A few other Parker-Stravinsky quotations exist on wax, with some of them documented here. A personal favorite comes from 1947, when Parker was a guest soloist on trumpeter and arranger Neal Hefti's "Repetition," as heard on a compilation called The Jazz Scene. Not only does Hefti's arrangement quote the transitional horn motif which signals the second half of the "Augurs of Spring" movement from The Rite, but Parker riffs on the same motif to start his solo.

Hefti certainly knew what he was doing — he quoted that same bit earlier that year while taking a trumpet solo, on the recording of saxophonist Lucky Thompson's "Boppin' The Blues." Hefti, a big fan of modernist classical music who later gained renown as the composer of the Batman theme, was also the Woody Herman Orchestra member who lied about having met Stravinsky — kickstarting the Ebony Concerto commission.

It makes sense that bebop artists, who were self-consciously seeking new directions in jazz, would be attracted to studying modernist composers like Stravinsky. It helped that many jazz artists were beginning to study music in colleges and conservatories — aided in large part by the G.I. Bill — where they could study composition in the European classical tradition.

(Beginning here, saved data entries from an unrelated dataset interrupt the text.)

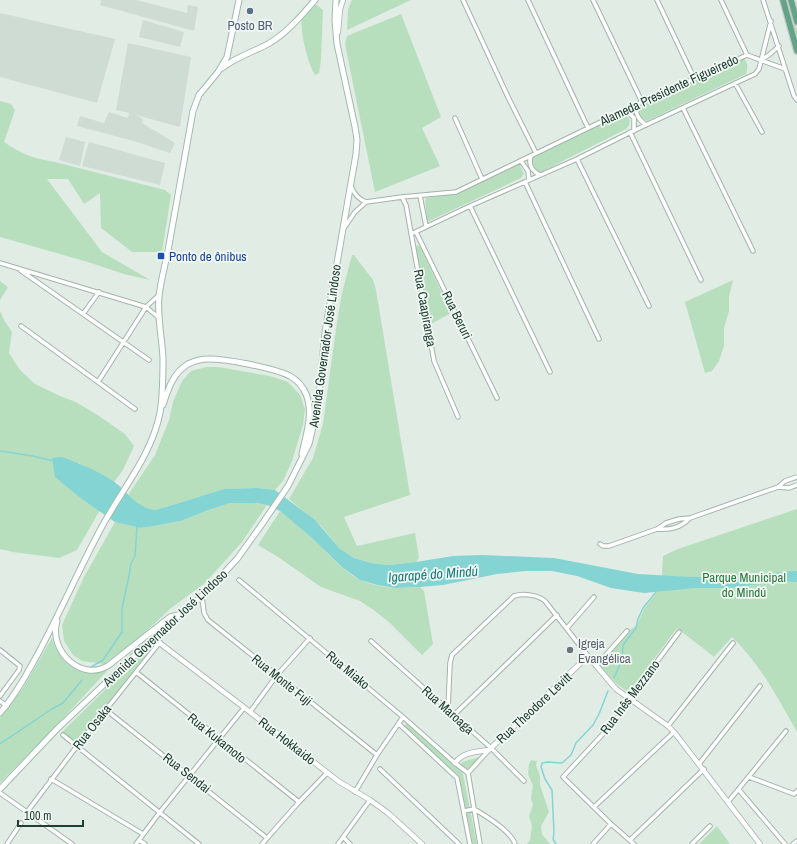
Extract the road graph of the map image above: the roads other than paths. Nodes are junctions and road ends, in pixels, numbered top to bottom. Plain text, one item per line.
1 (239, 0) edge
2 (315, 0) edge
3 (336, 0) edge
4 (343, 0) edge
5 (463, 0) edge
6 (528, 0) edge
7 (592, 0) edge
8 (657, 0) edge
9 (721, 0) edge
10 (763, 0) edge
11 (783, 0) edge
12 (791, 0) edge
13 (771, 21) junction
14 (797, 21) edge
15 (337, 44) junction
16 (779, 46) junction
17 (797, 51) edge
18 (747, 55) junction
19 (761, 60) junction
20 (785, 69) junction
21 (218, 72) junction
22 (694, 78) junction
23 (735, 83) junction
24 (797, 100) edge
25 (642, 102) junction
26 (637, 105) junction
27 (683, 108) junction
28 (626, 110) junction
29 (455, 118) dead end
30 (646, 125) junction
31 (588, 128) junction
32 (634, 130) junction
33 (630, 132) junction
34 (762, 132) dead end
35 (536, 153) junction
36 (531, 156) junction
37 (577, 159) junction
38 (521, 161) junction
39 (540, 175) junction
40 (482, 179) junction
41 (529, 180) junction
42 (525, 182) junction
43 (351, 186) junction
44 (419, 196) junction
45 (402, 197) junction
46 (366, 202) junction
47 (406, 205) junction
48 (470, 206) junction
49 (426, 226) junction
50 (342, 231) junction
51 (416, 232) junction
52 (411, 234) junction
53 (753, 251) dead end
54 (0, 263) edge
55 (16, 268) junction
56 (701, 280) dead end
57 (99, 292) junction
58 (159, 295) junction
59 (649, 306) dead end
60 (146, 307) junction
61 (83, 314) junction
62 (158, 316) junction
63 (21, 326) dead end
64 (598, 339) dead end
65 (123, 342) junction
66 (149, 360) dead end
67 (550, 372) dead end
68 (98, 382) junction
69 (497, 398) dead end
70 (135, 409) dead end
71 (160, 413) junction
72 (458, 417) dead end
73 (298, 468) junction
74 (797, 477) edge
75 (797, 485) edge
76 (778, 487) junction
77 (690, 518) junction
78 (657, 530) junction
79 (600, 544) dead end
80 (239, 580) dead end
81 (202, 596) junction
82 (594, 597) dead end
83 (59, 614) junction
84 (179, 614) junction
85 (557, 615) junction
86 (567, 628) junction
87 (627, 630) dead end
88 (679, 632) dead end
89 (153, 638) junction
90 (310, 638) junction
91 (371, 641) dead end
92 (160, 642) junction
93 (734, 643) dead end
94 (0, 650) edge
95 (588, 656) junction
96 (596, 666) junction
97 (136, 672) junction
98 (276, 676) junction
99 (760, 686) dead end
100 (0, 696) edge
101 (629, 699) junction
102 (0, 701) edge
103 (7, 706) junction
104 (244, 708) junction
105 (448, 709) junction
106 (106, 710) junction
107 (250, 712) junction
108 (0, 713) edge
109 (454, 715) junction
110 (403, 717) junction
111 (399, 724) junction
112 (668, 726) junction
113 (786, 731) dead end
114 (674, 732) junction
115 (63, 735) dead end
116 (219, 739) junction
117 (77, 746) junction
118 (490, 749) junction
119 (377, 755) junction
120 (455, 763) junction
121 (699, 764) junction
122 (380, 769) dead end
123 (704, 770) junction
124 (327, 773) junction
125 (468, 773) junction
126 (190, 775) junction
127 (750, 777) junction
128 (51, 779) junction
129 (524, 781) dead end
130 (0, 789) edge
131 (739, 790) junction
132 (797, 791) edge
133 (355, 792) junction
134 (0, 793) edge
135 (370, 800) junction
136 (298, 802) junction
137 (728, 802) junction
138 (594, 807) junction
139 (474, 809) junction
140 (464, 811) junction
141 (27, 812) junction
142 (160, 812) junction
143 (21, 823) dead end
144 (611, 824) junction
145 (710, 826) dead end
146 (143, 834) junction
147 (343, 837) junction
148 (267, 838) junction
149 (139, 840) junction
150 (630, 840) junction
151 (797, 841) edge
152 (7, 844) edge
153 (72, 844) edge
154 (136, 844) edge
155 (145, 844) edge
156 (199, 844) edge
157 (262, 844) edge
158 (338, 844) edge
159 (350, 844) edge
160 (422, 844) edge
161 (459, 844) edge
162 (470, 844) edge
163 (480, 844) edge
164 (515, 844) edge
165 (593, 844) edge
166 (634, 844) edge
167 (692, 844) edge
168 (760, 844) edge
169 (785, 844) edge
170 (793, 844) edge

1 - 21 main road
2 - 21 main road
3 - 15 main road, Avenida Governador José Lindoso
4 - 15 street
5 - 35 street
6 - 31 street
7 - 25 street
8 - 22 street
9 - 18 street
10 - 13 street
11 - 17 main road
12 - 14 main road
13 - 16 street
13 - 19 street
15 - 43 main road, Avenida Governador José Lindoso
16 - 19 street
16 - 20 street
18 - 19 street, Alameda Presidente Figueiredo
18 - 22 street, Alameda Presidente Figueiredo
19 - 20 street
19 - 23 street, Alameda Presidente Figueiredo
20 - 24 street
21 - 58 main road
22 - 25 street, Alameda Presidente Figueiredo
23 - 27 street, Alameda Presidente Figueiredo
23 - 34 street
25 - 26 street, Alameda Presidente Figueiredo
26 - 28 street, Alameda Presidente Figueiredo
26 - 30 street
27 - 30 street, Alameda Presidente Figueiredo
27 - 53 street
28 - 31 street, Alameda Presidente Figueiredo
28 - 32 street
29 - 40 street
30 - 32 street, Alameda Presidente Figueiredo
31 - 35 street, Alameda Presidente Figueiredo
32 - 33 street, Alameda Presidente Figueiredo
33 - 37 street, Alameda Presidente Figueiredo
33 - 56 street
35 - 36 street, Alameda Presidente Figueiredo
36 - 38 street, Alameda Presidente Figueiredo
36 - 39 street
37 - 39 street, Alameda Presidente Figueiredo
37 - 59 street
38 - 40 street, Alameda Presidente Figueiredo
38 - 41 street
39 - 41 street, Alameda Presidente Figueiredo
40 - 44 street, Alameda Presidente Figueiredo
41 - 42 street, Alameda Presidente Figueiredo
42 - 48 street, Alameda Presidente Figueiredo
42 - 64 street
43 - 46 street
43 - 50 main road, Avenida Governador José Lindoso
44 - 45 street, Alameda Presidente Figueiredo
44 - 47 street
44 - 49 street
45 - 46 street, Alameda Presidente Figueiredo
45 - 47 street, Rua Caapiranga
46 - 50 street
47 - 52 street, Rua Caapiranga
48 - 49 street, Alameda Presidente Figueiredo
48 - 67 street
49 - 51 street, Alameda Presidente Figueiredo
50 - 73 main road, Avenida Governador José Lindoso
51 - 52 street, Alameda Presidente Figueiredo
51 - 69 street, Rua Beruri
52 - 72 street, Rua Caapiranga
54 - 55 street
55 - 57 street
55 - 61 street
57 - 60 street
57 - 61 street
58 - 60 street
58 - 62 main road
60 - 62 street
60 - 65 street
61 - 65 street
62 - 71 main road
63 - 68 street
65 - 66 street
65 - 68 street
68 - 70 street
71 - 73 main road
71 - 83 main road
73 - 81 main road, Avenida Governador José Lindoso
74 - 76 street
75 - 76 street
76 - 77 street
77 - 78 street
77 - 78 street
78 - 79 street
80 - 90 street, Rua Miako
81 - 84 main road, Avenida Governador José Lindoso
81 - 98 street, Rua Monte Fuji
82 - 86 street
83 - 84 main road
83 - 103 main road
84 - 89 main road, Avenida Governador José Lindoso
85 - 86 street
85 - 105 street
85 - 109 street
86 - 95 street
87 - 96 street
88 - 101 street, Rua Inês Mezzano
89 - 92 street, Rua Hokkaido
89 - 130 main road, Avenida Governador José Lindoso
90 - 98 street
90 - 110 street, Rua Miako
91 - 105 street, Rua Maroaga
92 - 97 street, Rua Osaka
92 - 104 street, Rua Hokkaido
93 - 112 street
94 - 100 street
95 - 96 street
95 - 118 street, Rua Theodore Levitt
96 - 101 street
97 - 106 street, Rua Osaka
97 - 116 street, Rua Kukamoto
98 - 107 street
98 - 119 street, Rua Monte Fuji
99 - 121 street
101 - 112 street
101 - 138 street, Rua Inês Mezzano
102 - 103 street
103 - 108 main road
104 - 107 street, Rua Hokkaido
104 - 116 street
105 - 109 street, Rua Maroaga
106 - 117 street, Rua Osaka
106 - 126 street, Rua Sendai
107 - 124 street, Rua Hokkaido
109 - 118 street, Rua Maroaga
110 - 111 street
110 - 120 street, Rua Miako
111 - 119 street
111 - 140 street
112 - 114 street
113 - 127 street
114 - 121 street
114 - 138 street
115 - 117 street
116 - 126 street
116 - 136 street, Rua Kukamoto
117 - 128 street, Rua Osaka
117 - 142 street
118 - 120 street, Rua Theodore Levitt
118 - 125 street
118 - 129 street, Rua Maroaga
119 - 133 street
120 - 125 street, Rua Miako
121 - 123 street
122 - 161 street
123 - 137 street
123 - 150 street
124 - 133 street, Rua Hokkaido
124 - 136 street
125 - 139 street
126 - 142 street
126 - 148 street, Rua Sendai
127 - 131 street
127 - 132 street
128 - 141 street, Rua Osaka
128 - 146 street
131 - 137 street
131 - 169 street
133 - 135 street, Rua Hokkaido
134 - 141 street
135 - 147 street
135 - 160 street, Rua Hokkaido
136 - 148 street
137 - 168 street
138 - 144 street
139 - 140 street
139 - 163 street
139 - 164 street
140 - 162 street
141 - 153 street
142 - 146 street
142 - 156 street
143 - 152 street
144 - 150 street
144 - 165 street
145 - 167 street
146 - 149 street
147 - 158 street
147 - 159 street
148 - 157 street
149 - 154 street
149 - 155 street
150 - 166 street
151 - 170 street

The great trumpeter Miles Davis never undertook military service, but he did attend The Juilliard School in New York briefly. "I would go to the library and borrow scores by all those great composers, like Stravinsky, Alban Berg, Prokofiev," he dictated in his autobiography. "I wanted to see what was going on in all of music."

Jazz Covers The Rite

With jazz education on the rise, and Stravinsky enjoying wide currency in the jazz world, it was only a matter of time until the challenging, pulsing Rite was interpreted directly by jazz musicians. In 1971 the flutist Hubert Laws teamed with arranger Don Sebesky to create a jazz arrangement of themes from The Rite, and issued it, among other arrangements of classical works, on an LP called The Rite of Spring. (Sebesky would later record an arrangement under his own name as well.) Ornette Coleman's "Sleep Talk," or "Sleep Talking," also borrows from the famous opening bassoon melody of The Rite.

Harpist and pianist Alice Coltrane recorded the "Spring Rounds" section on the album Eternity, and she had arranged excerpts from The Firebird on a previous album. (Her son Ravi Coltrane told NPR last year that "[s]pecifically, my mom was a great admirer of Igor Stravinsky. Her favorite pieces were The Rite of Spring and, more so, the Firebird Suite.")

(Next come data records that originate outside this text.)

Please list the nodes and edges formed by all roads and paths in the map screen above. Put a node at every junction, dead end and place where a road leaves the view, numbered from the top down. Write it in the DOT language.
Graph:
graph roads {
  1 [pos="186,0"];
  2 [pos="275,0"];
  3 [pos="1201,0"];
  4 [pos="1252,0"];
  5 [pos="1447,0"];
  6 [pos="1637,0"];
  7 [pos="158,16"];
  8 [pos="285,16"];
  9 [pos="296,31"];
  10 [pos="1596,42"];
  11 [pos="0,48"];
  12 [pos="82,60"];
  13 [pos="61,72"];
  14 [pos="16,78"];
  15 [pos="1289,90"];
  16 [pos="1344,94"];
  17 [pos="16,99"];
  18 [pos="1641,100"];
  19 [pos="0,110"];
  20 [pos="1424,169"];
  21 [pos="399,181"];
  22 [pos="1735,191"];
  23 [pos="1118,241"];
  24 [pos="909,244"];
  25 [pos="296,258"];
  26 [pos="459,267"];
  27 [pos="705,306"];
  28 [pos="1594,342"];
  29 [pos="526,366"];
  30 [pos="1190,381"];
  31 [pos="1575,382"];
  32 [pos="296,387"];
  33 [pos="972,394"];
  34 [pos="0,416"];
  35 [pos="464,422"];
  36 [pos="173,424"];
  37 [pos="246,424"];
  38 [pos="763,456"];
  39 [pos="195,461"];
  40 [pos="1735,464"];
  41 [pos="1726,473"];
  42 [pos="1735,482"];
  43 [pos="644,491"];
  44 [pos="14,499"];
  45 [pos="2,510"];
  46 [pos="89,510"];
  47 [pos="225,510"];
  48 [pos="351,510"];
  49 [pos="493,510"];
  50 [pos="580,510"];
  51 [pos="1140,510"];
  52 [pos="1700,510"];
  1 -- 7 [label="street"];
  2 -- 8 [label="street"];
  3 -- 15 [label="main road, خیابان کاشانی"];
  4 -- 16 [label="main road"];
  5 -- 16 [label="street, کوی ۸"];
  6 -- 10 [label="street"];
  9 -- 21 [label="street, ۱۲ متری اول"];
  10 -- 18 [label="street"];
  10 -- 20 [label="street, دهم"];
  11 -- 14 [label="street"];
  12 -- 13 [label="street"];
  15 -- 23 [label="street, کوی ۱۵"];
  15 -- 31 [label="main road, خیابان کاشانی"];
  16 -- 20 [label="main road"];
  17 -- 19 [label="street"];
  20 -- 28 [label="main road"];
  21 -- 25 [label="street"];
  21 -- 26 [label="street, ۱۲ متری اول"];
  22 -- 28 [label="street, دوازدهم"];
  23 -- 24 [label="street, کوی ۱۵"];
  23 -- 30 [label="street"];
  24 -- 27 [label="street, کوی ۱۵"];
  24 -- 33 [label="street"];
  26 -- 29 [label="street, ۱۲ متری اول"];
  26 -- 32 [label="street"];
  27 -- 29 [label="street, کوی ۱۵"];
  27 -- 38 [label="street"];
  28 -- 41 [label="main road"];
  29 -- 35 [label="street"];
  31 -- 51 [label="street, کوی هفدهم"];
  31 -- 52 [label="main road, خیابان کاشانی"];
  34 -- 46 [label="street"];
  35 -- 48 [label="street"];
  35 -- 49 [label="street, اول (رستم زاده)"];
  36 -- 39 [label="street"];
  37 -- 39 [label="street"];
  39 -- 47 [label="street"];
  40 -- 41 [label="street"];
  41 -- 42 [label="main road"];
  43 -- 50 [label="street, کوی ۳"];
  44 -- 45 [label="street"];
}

The Rite continues to inspire jazz musicians. Darryl Brenzel's arrangement for Mobtown Modern is available on record as The Re-(w)Rite of Spring. The contemporary piano trio EST also took on the "Spring Rounds," as previously seen here on A Blog Supreme. And The Bad Plus, of course, did the whole thing with a visual backdrop for Duke Performances in 2011.

In an essay that year, Bad Plus pianist Ethan Iverson suggested that The Rite's "red-blooded, folkloric rhythm" was key to its lasting influence. "Remember Stravinsky!" he wrote. "He had that earthy groove since birth. He denied it and did everything he could to keep others from getting it ... but he had it, which is one reason why The Rite and most of his other masterpieces will continue to gain in stature." Implicitly or not, generations of fellow jazz musicians have agreed.